Grower fined $6000 after massive tobacco leaf find
Just as tobacco prices are about to soar, a 60-year-old Motueka man has been fined $6000 in the Auckland District Court for its unlawful manufacture.
Lawrence Reginald Jury was yesterday found guilty to being a party to the unlawful manufacturing of tobacco in breach of the Customs and Excise Act 1996.
In May 2010, a search warrant was executed at Jury’s address in Motueka.
Customs officers found 4790kg of tobacco leaf which, at the time, represented just under $2 million in revenue if the tobacco leaf had been manufactured.
Customs manager Shane Panettiere says the trial outcome is a real achievement for Customs and the officers who put their time and effort into the case.
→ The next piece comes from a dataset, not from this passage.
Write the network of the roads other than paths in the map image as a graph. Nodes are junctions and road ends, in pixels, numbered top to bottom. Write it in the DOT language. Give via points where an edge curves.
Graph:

“Our officers have worked tirelessly in putting this case together and their determination and hard work have paid off.
“Mr Jury was providing flue-cured leaf to an individual who he knew was unlawfully manufacturing tobacco. This is a criminal offence.
"There are rules around manufacturing tobacco and Mr Jury grew, harvested, flue-cured and sold it knowing that those rules would not be followed,” Mr Panettiere said.
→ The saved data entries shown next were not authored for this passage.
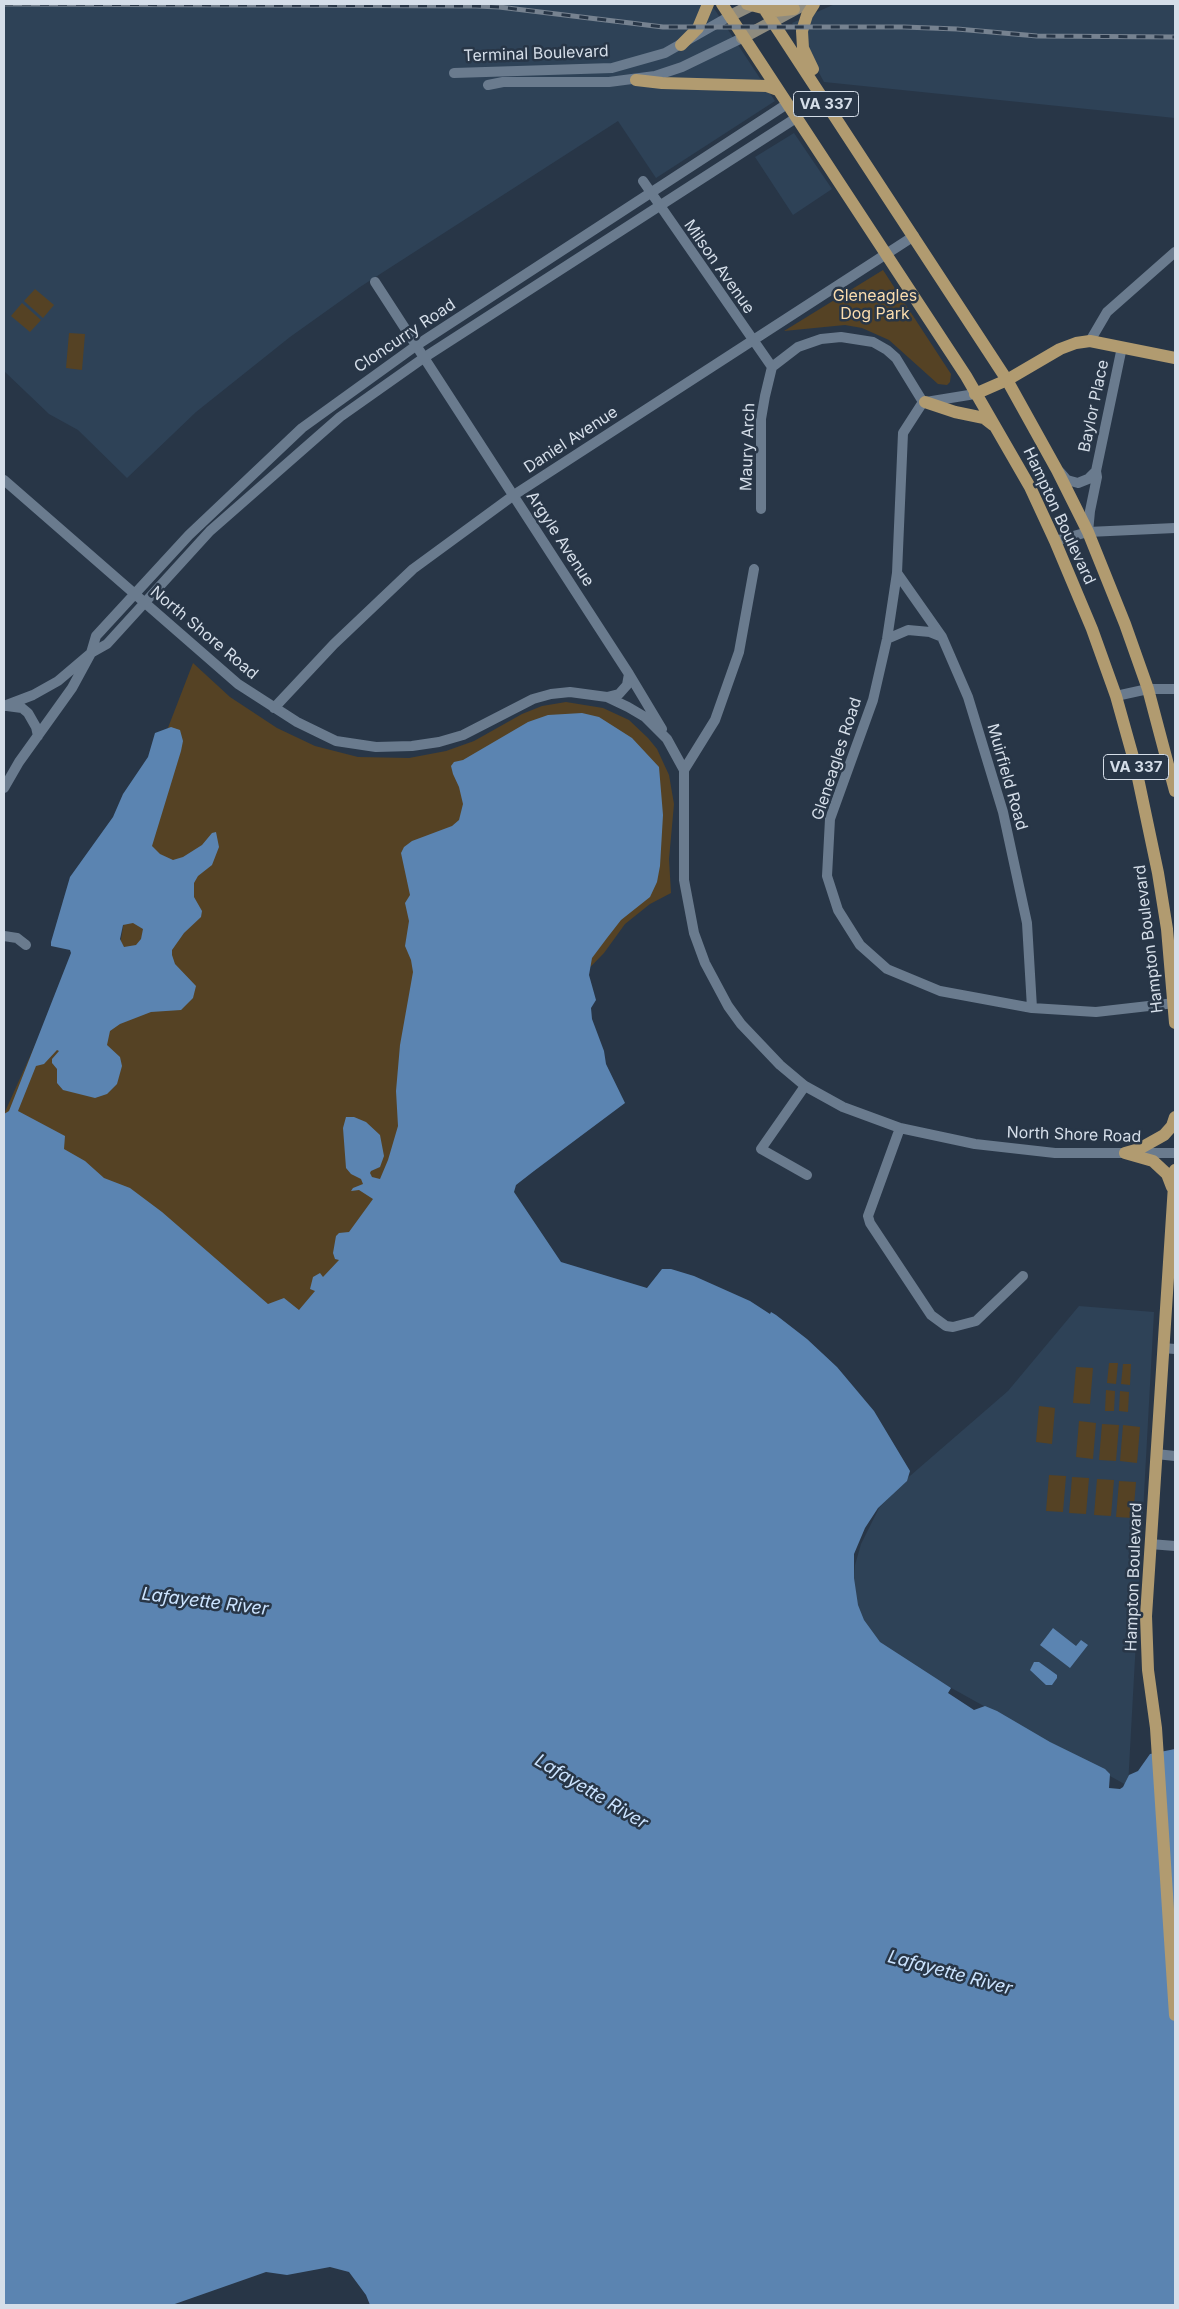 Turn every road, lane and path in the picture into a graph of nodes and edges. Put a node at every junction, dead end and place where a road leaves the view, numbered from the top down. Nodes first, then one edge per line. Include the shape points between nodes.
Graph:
1 (708, 4) edge
2 (722, 4) edge
3 (814, 4) edge
4 (799, 6) edge
5 (758, 8) edge
6 (730, 16) junction
7 (742, 38) junction
8 (681, 45) junction
9 (454, 73) dead end
10 (636, 80) junction
11 (488, 86) dead end
12 (778, 90) junction
13 (787, 104) junction
14 (796, 118) junction
15 (643, 182) dead end
16 (881, 187) junction
17 (649, 193) junction
18 (659, 207) junction
19 (914, 236) junction
20 (1175, 252) edge
21 (886, 255) junction
22 (375, 282) dead end
23 (752, 340) junction
24 (1090, 341) junction
25 (416, 345) junction
26 (1122, 347) junction
27 (425, 357) junction
28 (1175, 358) edge
29 (772, 367) junction
30 (1007, 380) junction
31 (975, 394) junction
32 (924, 402) junction
33 (996, 427) junction
34 (1057, 470) junction
35 (1096, 471) junction
36 (5, 483) edge
37 (514, 495) junction
38 (761, 509) dead end
39 (1175, 528) edge
40 (1088, 532) junction
41 (1055, 541) junction
42 (754, 569) dead end
43 (897, 573) junction
44 (134, 593) junction
45 (144, 602) junction
46 (942, 637) junction
47 (887, 639) junction
48 (91, 653) junction
49 (629, 674) junction
50 (1148, 689) junction
51 (1175, 689) edge
52 (1116, 696) junction
53 (607, 698) junction
54 (4, 706) edge
55 (274, 708) junction
56 (38, 736) junction
57 (667, 738) junction
58 (684, 770) junction
59 (4, 788) edge
60 (1175, 791) edge
61 (4, 936) edge
62 (26, 945) dead end
63 (1175, 1003) edge
64 (1032, 1008) junction
65 (1175, 1023) edge
66 (805, 1086) junction
67 (1175, 1117) edge
68 (900, 1128) junction
69 (1125, 1153) junction
70 (1175, 1153) edge
71 (1175, 1170) edge
72 (807, 1175) dead end
73 (1174, 1192) junction
74 (1023, 1276) dead end
75 (1169, 1348) edge
76 (1156, 1454) junction
77 (1175, 1456) edge
78 (1150, 1544) junction
79 (1175, 1546) edge
80 (1175, 2015) edge

1 - 8 main road via 698,28
2 - 6 main road, Hampton Boulevard / VA 337
3 - 16 main road via 802,31 805,56 873,162
4 - 5 main road via 780,12
5 - 6 main road, Terminal Boulevard
5 - 7 main road, Terminal Boulevard
5 - 16 main road, Hampton Boulevard / VA 337
6 - 7 main road, Hampton Boulevard / VA 337
6 - 8 street, Terminal Boulevard
7 - 10 street, Terminal Boulevard via 682,68
7 - 12 main road, Hampton Boulevard / VA 337
8 - 9 street, Terminal Boulevard via 647,59 612,68
10 - 11 street, Terminal Boulevard via 503,82
10 - 12 main road via 762,86
12 - 13 main road, Hampton Boulevard / VA 337
13 - 14 main road, Hampton Boulevard / VA 337
13 - 17 street, Cloncurry Road
14 - 18 street, Cloncurry Road
14 - 21 main road, Hampton Boulevard / VA 337
15 - 17 street, Milson Avenue
16 - 19 main road, Hampton Boulevard / VA 337
17 - 18 street, Milson Avenue
17 - 25 street, Cloncurry Road
18 - 23 street, Milson Avenue
18 - 27 street, Cloncurry Road
19 - 21 street, Daniel Avenue
19 - 30 main road, Hampton Boulevard / VA 337
20 - 24 street via 1108,312
21 - 23 street, Daniel Avenue
21 - 31 main road, Hampton Boulevard / VA 337
22 - 25 street, Argyle Avenue
23 - 29 street, Milson Avenue
23 - 37 street, Daniel Avenue
24 - 26 main road
24 - 30 main road via 1060,349
25 - 27 street, Argyle Avenue
25 - 44 street, Cloncurry Road via 302,428 211,512
26 - 28 main road
26 - 35 street, Baylor Place
27 - 37 street, Argyle Avenue
27 - 45 street, Cloncurry Road via 340,417 308,444 210,531
29 - 32 street via 798,347 821,339 842,337 873,342 896,358
29 - 38 street, Maury Arch via 761,419
30 - 31 main road
30 - 34 main road, Hampton Boulevard / VA 337
31 - 32 street
31 - 33 main road, Hampton Boulevard / VA 337
32 - 33 main road via 984,418
32 - 43 street, Gleneagles Road via 903,433
33 - 41 main road, Hampton Boulevard / VA 337
34 - 35 street, Baylor Place via 1067,480 1078,483
34 - 40 main road, Hampton Boulevard / VA 337
35 - 40 street, Baylor Place
36 - 44 street, North Shore Road
37 - 49 street, Argyle Avenue
37 - 55 street, Daniel Avenue via 413,569 334,644
39 - 40 street
40 - 41 street
40 - 50 main road, Hampton Boulevard / VA 337
41 - 52 main road, Hampton Boulevard / VA 337
42 - 58 street via 739,652 715,720
43 - 46 street, Muirfield Road
43 - 47 street, Gleneagles Road
44 - 45 street, North Shore Road
44 - 48 street, Cloncurry Road via 96,636
45 - 48 street, Cloncurry Road via 107,644
45 - 55 street, North Shore Road via 238,684
46 - 47 street via 913,630
46 - 64 street, Muirfield Road via 968,697 1003,812 1026,923
47 - 64 street, Gleneagles Road via 873,700 830,819 827,876 838,910 860,945 887,970 940,991
48 - 54 street via 58,681
48 - 56 street, Cloncurry Road via 72,688
49 - 53 street via 623,690
49 - 57 street, Argyle Avenue
50 - 51 street
50 - 52 street
50 - 60 main road, Hampton Boulevard / VA 337
52 - 63 main road, Hampton Boulevard / VA 337 via 1148,818 1167,929
53 - 55 street, North Shore Road via 570,692 551,694 533,699 462,735 439,742 395,747 336,740 314,732
53 - 57 street, North Shore Road via 645,717
54 - 56 street via 22,708 28,713
56 - 59 street, Cloncurry Road
57 - 58 street, North Shore Road
58 - 66 street, North Shore Road via 684,880 694,933 705,963 741,1024
61 - 62 street via 16,938
63 - 64 street, Gleneagles Road via 1096,1012
63 - 65 main road, Hampton Boulevard / VA 337
66 - 68 street, North Shore Road via 843,1107
66 - 72 street via 761,1148
67 - 69 main road via 1164,1135
68 - 69 street, North Shore Road via 1005,1149
68 - 74 street via 868,1216 931,1315 946,1326 963,1326 976,1321
69 - 70 street, North Shore Road
69 - 73 main road via 1153,1161 1162,1168
71 - 73 main road, Hampton Boulevard
73 - 75 main road, Hampton Boulevard
75 - 76 main road, Hampton Boulevard
76 - 77 street
76 - 78 main road, Hampton Boulevard
78 - 79 street
78 - 80 main road, Hampton Boulevard via 1146,1616 1148,1670 1156,1728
Wellsford man Ross Ferguson (64) was also convicted and fined $1500 for unlawfully manufacturing tobacco with Jury.
Ferguson drove from Wellsford to Motueka to buy the tobacco from Jury, which he loaded onto his trailer before returning north with it.
In 2007, Jury was convicted for the unlawful manufacture of tobacco as a result of a previous Customs investigation.
It was announced in last month's Budget that the tobacco excise will increase by 10% a year during the next four years.
By 2016, a pack of 20 cigarettes will cost more than $20, an increase of about $5, while a packet of loose tobacco will climb to around $40.
The Budget has also allocated $20 million for a new fund, Pathway to Smoke-Free 2025.
There are requirements for manufacturing tobacco in New Zealand.
The premises must be licensed as a Customs controlled area, the tobacco produced is liable for excise duty and manufacturers must assist Customs on matters of audit and review.
Section 68A of the Customs and Excise Act allows individuals over 18 years of age to manufacture up to 15kg of tobacco annually exclusively for their own use providing they grow the tobacco at their place of residence.